Extension du domaine de la musique, retour sur la bande son sérielle en 2017

Il y a une certaine logique à affirmer que l’essor de l’offre sérielle s’accompagne par un bond aussi quantitatif que qualitatif dans l’exercice de sa bande son originale. Au delà de ce constat, 2017 restera comme l’année de la diversification des horizons musicaux et l’émergence d’une tendance de fond : l’ouverture au Sound Design.

C’est un rituel auquel je ne pouvais pas déroger ! Chaque Noël, je tente ici de partager quelques titres de musique employés dans les séries qui ont marqué l’année écoulée. Après tout, quoi de mieux que de se replonger dans l’univers sonore qui nous passionne à une époque où vous avez peut être été comblé d’un nouveau gadget à même d’émettre de la musique !

Voici donc ma sélection 2017, uniquement restreinte au champ de la composition originale cette année (vous verrez que l’échantillon est déjà très complet). A noter que chaque titre affiche une date de sortie correspondant à l’année en cours sans pour autant que les séries en question soient forcément toutes de 2017 (vous me pardonnerez ce petit écart).

A l’écoute, vous ne pouvez que constatez avec moi toute l’étendue de la diversité des genre musicaux. L’accompagnement produit par un orchestre classique reste dominant, mais l’électronique s’impose rapidement. Surtout, il n’est désormais plus rare de trouver des Scores dominé par le Blues (Outsiders par le Ben Miller Band par exemple) ou des cordes plus latines (telles que le travail de Pedro Bromfman pour Narcos).

L’ère digitale

La bande son sérielle a toujours existé ! Les compositeurs qui officient pour le format sont toutefois longtemps restés dans l’ombre de leur confrères du septième art (bien qu’ils fassent rigoureusement le même travail, et parfois dans des proportions bien plus intenses que pour un simple long métrage). Il y a bien sûr des exceptions ; citons Angelo Badalamenti (qui revenait d’ailleurs cette année pour le retour de Twin Peaks). Mais ils sont bien peu.

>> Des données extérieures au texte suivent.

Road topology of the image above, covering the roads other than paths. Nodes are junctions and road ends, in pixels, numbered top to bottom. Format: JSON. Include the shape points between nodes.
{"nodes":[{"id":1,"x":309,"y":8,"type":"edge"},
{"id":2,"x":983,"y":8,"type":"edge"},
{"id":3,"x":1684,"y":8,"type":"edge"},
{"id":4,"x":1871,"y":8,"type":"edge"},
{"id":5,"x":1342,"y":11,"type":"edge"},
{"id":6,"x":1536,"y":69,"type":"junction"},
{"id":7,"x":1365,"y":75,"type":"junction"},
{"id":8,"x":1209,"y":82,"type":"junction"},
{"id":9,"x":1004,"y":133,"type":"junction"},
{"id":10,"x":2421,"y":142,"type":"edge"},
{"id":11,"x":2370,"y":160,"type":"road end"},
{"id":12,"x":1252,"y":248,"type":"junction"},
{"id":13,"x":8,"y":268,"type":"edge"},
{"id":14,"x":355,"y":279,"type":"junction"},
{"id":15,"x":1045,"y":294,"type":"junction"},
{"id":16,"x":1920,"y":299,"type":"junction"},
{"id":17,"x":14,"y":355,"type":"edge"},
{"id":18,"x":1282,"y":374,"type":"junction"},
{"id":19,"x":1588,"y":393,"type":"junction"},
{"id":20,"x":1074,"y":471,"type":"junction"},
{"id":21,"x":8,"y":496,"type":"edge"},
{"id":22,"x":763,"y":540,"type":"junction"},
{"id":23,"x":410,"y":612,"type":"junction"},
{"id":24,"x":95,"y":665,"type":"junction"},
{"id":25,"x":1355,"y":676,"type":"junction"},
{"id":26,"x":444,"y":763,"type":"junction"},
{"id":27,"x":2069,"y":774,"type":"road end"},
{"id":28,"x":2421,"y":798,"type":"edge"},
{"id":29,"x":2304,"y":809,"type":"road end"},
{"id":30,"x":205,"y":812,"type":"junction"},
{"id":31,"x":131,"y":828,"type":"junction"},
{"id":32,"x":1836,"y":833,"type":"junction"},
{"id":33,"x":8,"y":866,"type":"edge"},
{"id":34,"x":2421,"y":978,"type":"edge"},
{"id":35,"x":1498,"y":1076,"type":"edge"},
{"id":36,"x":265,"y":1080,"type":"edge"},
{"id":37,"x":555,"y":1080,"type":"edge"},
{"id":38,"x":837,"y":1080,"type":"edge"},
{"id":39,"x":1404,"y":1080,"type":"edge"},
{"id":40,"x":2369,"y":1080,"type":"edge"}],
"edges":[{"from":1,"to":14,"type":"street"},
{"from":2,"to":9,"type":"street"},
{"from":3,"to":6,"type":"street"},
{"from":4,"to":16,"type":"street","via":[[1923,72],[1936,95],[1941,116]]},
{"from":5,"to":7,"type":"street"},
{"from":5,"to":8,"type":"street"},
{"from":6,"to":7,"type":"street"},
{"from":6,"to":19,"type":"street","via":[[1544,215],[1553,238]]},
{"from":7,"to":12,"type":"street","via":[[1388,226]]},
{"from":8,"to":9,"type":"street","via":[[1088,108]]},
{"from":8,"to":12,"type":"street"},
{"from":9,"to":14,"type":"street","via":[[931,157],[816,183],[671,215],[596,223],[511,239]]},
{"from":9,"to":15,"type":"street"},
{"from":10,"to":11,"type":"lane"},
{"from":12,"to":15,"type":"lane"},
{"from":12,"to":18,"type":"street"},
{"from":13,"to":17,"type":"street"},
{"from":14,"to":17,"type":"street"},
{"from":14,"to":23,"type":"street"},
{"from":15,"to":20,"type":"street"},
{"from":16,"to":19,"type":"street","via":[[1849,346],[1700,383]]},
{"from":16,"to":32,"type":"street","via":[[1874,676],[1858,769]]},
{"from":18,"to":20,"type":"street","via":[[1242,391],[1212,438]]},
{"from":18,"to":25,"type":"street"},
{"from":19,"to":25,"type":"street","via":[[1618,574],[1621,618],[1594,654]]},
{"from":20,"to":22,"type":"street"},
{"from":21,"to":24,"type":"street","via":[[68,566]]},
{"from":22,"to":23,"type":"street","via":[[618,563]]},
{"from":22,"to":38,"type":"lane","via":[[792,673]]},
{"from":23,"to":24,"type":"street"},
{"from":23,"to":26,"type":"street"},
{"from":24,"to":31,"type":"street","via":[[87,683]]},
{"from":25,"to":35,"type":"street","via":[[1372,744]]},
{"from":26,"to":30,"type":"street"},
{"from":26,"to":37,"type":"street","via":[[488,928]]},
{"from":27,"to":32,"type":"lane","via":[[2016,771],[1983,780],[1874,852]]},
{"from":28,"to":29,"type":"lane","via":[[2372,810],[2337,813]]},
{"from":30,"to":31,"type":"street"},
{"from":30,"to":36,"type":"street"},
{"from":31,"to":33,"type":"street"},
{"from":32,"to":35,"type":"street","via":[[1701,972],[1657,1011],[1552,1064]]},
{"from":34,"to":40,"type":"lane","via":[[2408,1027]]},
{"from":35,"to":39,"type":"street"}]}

Le format a donc très logiquement préféré célébrer ses sorciers sélecteurs de musique, les Music Supervisors (citons d’emblée Alexandra Patsavas avec The O.C.). Cet apport présente, il est vrai, l’avantage d’être plus rapide à implémenter que de faire appel à une source de musique qu’il faut créer de toute pièce.

Mais aujourd’hui, si la supervision musicale garde ses lettres de noblesse, les arrangements originaux font partie intégrante du caractère créatif d’un oeuvre sérielle. Il est même inconcevable, dès lors qu’il s’agit d’un projet d’importance, de procéder sans faire appel à un compositeur (certain le font encore comme Big Little Lies cette année mais ils font figure d’exception).

A partir de là, le grand bouleversement du secteur concerne les facilités de distribution. Editer une bande son de série est devenu commun et les services de streaming permettent de les propager plus facilement vers leur public (qui reste encore majoritairement restreint, avouons-le, dès lors qu’on s’éloigne des cadors comme le Game of Thrones de Ramin Djawadi). Pour autant, chaque effort de composition ne se traduit pas une sortie en bonne et due forme ; on attend toujours les superbes balades de Stephen Malkmus pour Flaked (Netflix) par exemple et à bon entendeur !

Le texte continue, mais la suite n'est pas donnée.